It is sometimes argued that the only politically correct targets of bigotry these days are white males, evangelical Christians, and Catholics, yet even that might be changing. In June, the Ontario Press Council upheld a complaint made by the Evangelical Fellowship of Canada against a column by Michelle Landsberg titled, “Heterosexual family life a source of smug pride,” that ran in the June 2, 2001 issue of the Toronto Star. Janet Epp Buckingham, the EFC’s general legal counsel, argued one paragraph in particular “targets evangelical Christians and tends to engender bias and hatred against them … It appears to be a direct attack against evangelicals.”

The column, which dealt with the city of Regina’s declaration of a Heterosexual Family Pride Day last year, attacked evangelical Christians for encouraging a climate of hatred. “Their idea of social stability, however, is just what threatens us all,” wrote Landsberg. “It creates the kind of parents who teach their children to hate and taunt their schoolmates who are children of lesbians or gay men. It gives licence to the kind of thugs who would beat a Mathew Shepard to death because he was gay. It breeds the toxic intolerance that drives gay youth to a 30 per cent higher suicide rate.”

The wife of former Ontario NDP leader Stephen Lewis, mother of former CBC Counterspin host Avi Lewis, and a feminist activist in her own right, Michelle Landsberg has a history of making intemperate – some would say hateful – comments about those she disagrees with. In the past, she has called former B.C. premier Bill Vander Zalm “unutterably repellent,” described former U.S. president Ronald Reagan as “a genial fool with a feeble grasp of reality” who waged “nutty wars” against communism, accused the Reform Party of “race-baiting and hysterical misogyny,” and characterized pro-lifers as “narrow-minded fanatics” and “religious bullies.” In one column, “Words, actions can fight anti-choice violence,” Landsberg blamed the murder of abortion doctors on the “disgusting rhetoric” and “fake ‘documentaries’ about screaming fetuses” of pro-lifers. “Although the anti-choice crusade is led by men, there is no shortage of women followers who will recoil at nothing, not even bloodshed, to bend other women to the will of their male-dominated religions,” wrote Landsberg.

For its part, the Toronto Star claimed “the term evangelical was not capitalized and refers in this column to individuals with ‘militant zeal for a cause'” ,rather than to evangelical Christians per se, and suggested the column ought to be viewed in the context of Landsberg’s other columns, which have “long been a voice against extremist forces in several religions, including branches of the Christian, Muslim and Jewish faiths.” The Ontario Press Council, however, rejected the notion that “evangelical” was intended to mean “zealots,” saying , “the Council regards the term in the column’s context as an unnecessarily hurtful reference to an identifiable group and upholds the complaint.”

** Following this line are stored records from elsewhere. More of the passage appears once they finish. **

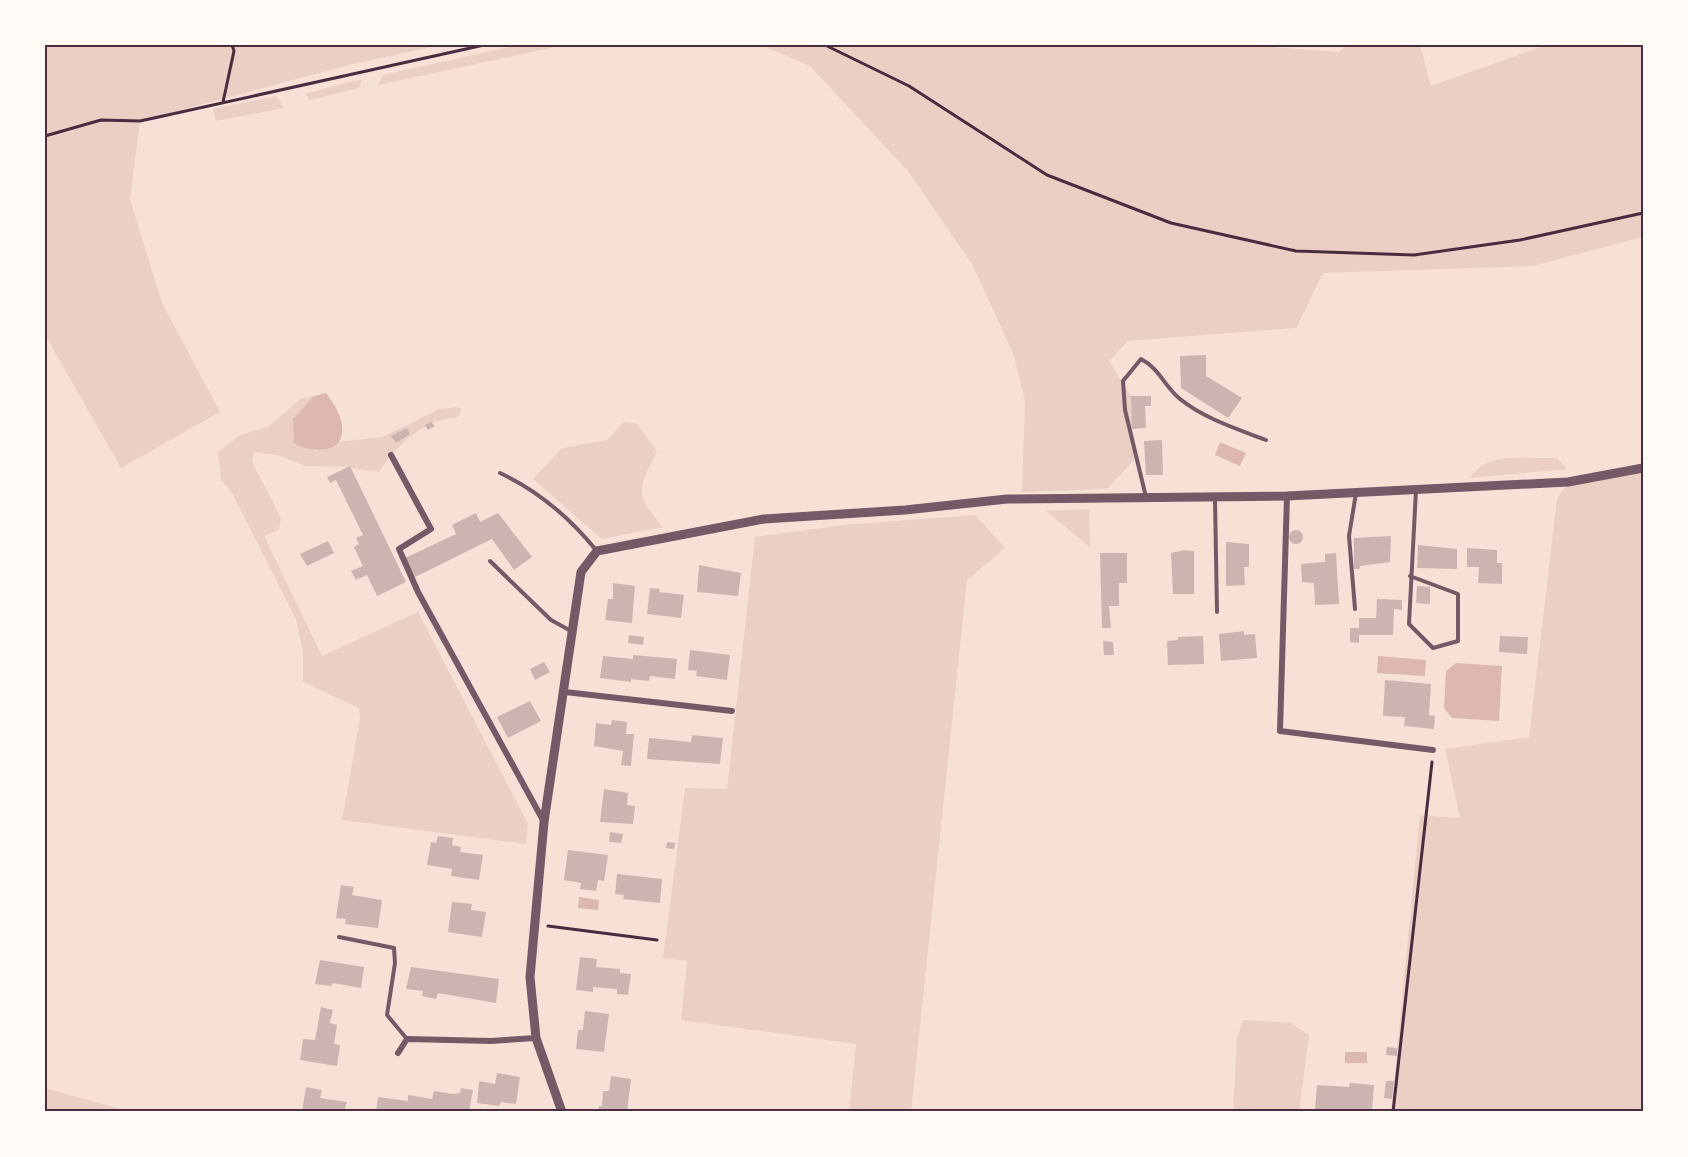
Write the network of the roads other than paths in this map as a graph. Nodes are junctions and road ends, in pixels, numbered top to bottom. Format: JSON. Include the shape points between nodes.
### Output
{"nodes":[{"id":1,"x":1266,"y":440,"type":"dead end"},
{"id":2,"x":392,"y":455,"type":"dead end"},
{"id":3,"x":1643,"y":468,"type":"edge"},
{"id":4,"x":500,"y":473,"type":"dead end"},
{"id":5,"x":1416,"y":490,"type":"junction"},
{"id":6,"x":1356,"y":492,"type":"junction"},
{"id":7,"x":1287,"y":496,"type":"junction"},
{"id":8,"x":1215,"y":497,"type":"junction"},
{"id":9,"x":1146,"y":498,"type":"junction"},
{"id":10,"x":597,"y":551,"type":"junction"},
{"id":11,"x":490,"y":561,"type":"dead end"},
{"id":12,"x":1410,"y":576,"type":"junction"},
{"id":13,"x":1355,"y":609,"type":"dead end"},
{"id":14,"x":1217,"y":612,"type":"dead end"},
{"id":15,"x":573,"y":632,"type":"junction"},
{"id":16,"x":565,"y":692,"type":"junction"},
{"id":17,"x":732,"y":711,"type":"dead end"},
{"id":18,"x":1433,"y":750,"type":"road end"},
{"id":19,"x":544,"y":822,"type":"junction"},
{"id":20,"x":339,"y":937,"type":"dead end"},
{"id":21,"x":536,"y":1038,"type":"junction"},
{"id":22,"x":407,"y":1039,"type":"junction"},
{"id":23,"x":398,"y":1053,"type":"dead end"},
{"id":24,"x":562,"y":1112,"type":"edge"}],
"edges":[{"from":1,"to":9,"type":"lane","via":[[1225,425],[1180,399],[1151,364],[1141,359],[1123,381],[1125,410]]},
{"from":2,"to":19,"type":"street","via":[[431,529],[399,549],[418,592]]},
{"from":3,"to":5,"type":"street","via":[[1568,482]]},
{"from":4,"to":10,"type":"lane","via":[[523,484],[571,519]]},
{"from":5,"to":6,"type":"street"},
{"from":5,"to":12,"type":"lane"},
{"from":6,"to":7,"type":"street"},
{"from":6,"to":13,"type":"lane","via":[[1349,536]]},
{"from":7,"to":8,"type":"street"},
{"from":7,"to":18,"type":"street","via":[[1280,731]]},
{"from":8,"to":9,"type":"street"},
{"from":8,"to":14,"type":"lane"},
{"from":9,"to":10,"type":"street","via":[[1007,499],[764,519]]},
{"from":10,"to":15,"type":"street","via":[[581,573]]},
{"from":11,"to":15,"type":"lane","via":[[551,620]]},
{"from":12,"to":12,"type":"lane","via":[[1409,624],[1433,648],[1458,642],[1458,594]]},
{"from":15,"to":16,"type":"street"},
{"from":16,"to":17,"type":"street"},
{"from":16,"to":19,"type":"street"},
{"from":19,"to":21,"type":"street","via":[[530,977]]},
{"from":20,"to":22,"type":"lane","via":[[394,948],[387,1015]]},
{"from":21,"to":22,"type":"street"},
{"from":21,"to":24,"type":"street"},
{"from":22,"to":23,"type":"street"}]}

Brian Rushfeldt, executive director of the Canadian Family Action Coalition, agrees with the Press Council that columnists should be given a great deal of latitude in what they write, but believes Landsberg, whom he suspects is “very bitter for some reason,” went too far this time. “Ideally, I would much prefer to see wide-open free speech rather than the current situation,” said Rushfeldt to The Interim, referring to restrictions imposed by human rights commissions and other organizations. “Let people say what they will. If (Landsberg) wants to write that kind of nonsense, that’s fine, but (the left) can’t have it both ways. If there are going to be any restrictions they should be against truly hateful things, but they need to apply to everyone.”

As a former family counsellor, Rushfeldt is dismayed by the contents of Landsberg’s column. “This part about breeding toxic intolerance is just silly. There is no evidence that the high suicide rate among gay teens has anything to do with external pressures. Suicidal notions have much more to do with internal pressures.” He adds that the thugs who killed Mathew Shepard were “bad news,” and committed the crime for financial gain. “You can’t call yourself an evangelical Christian and go around killing people.”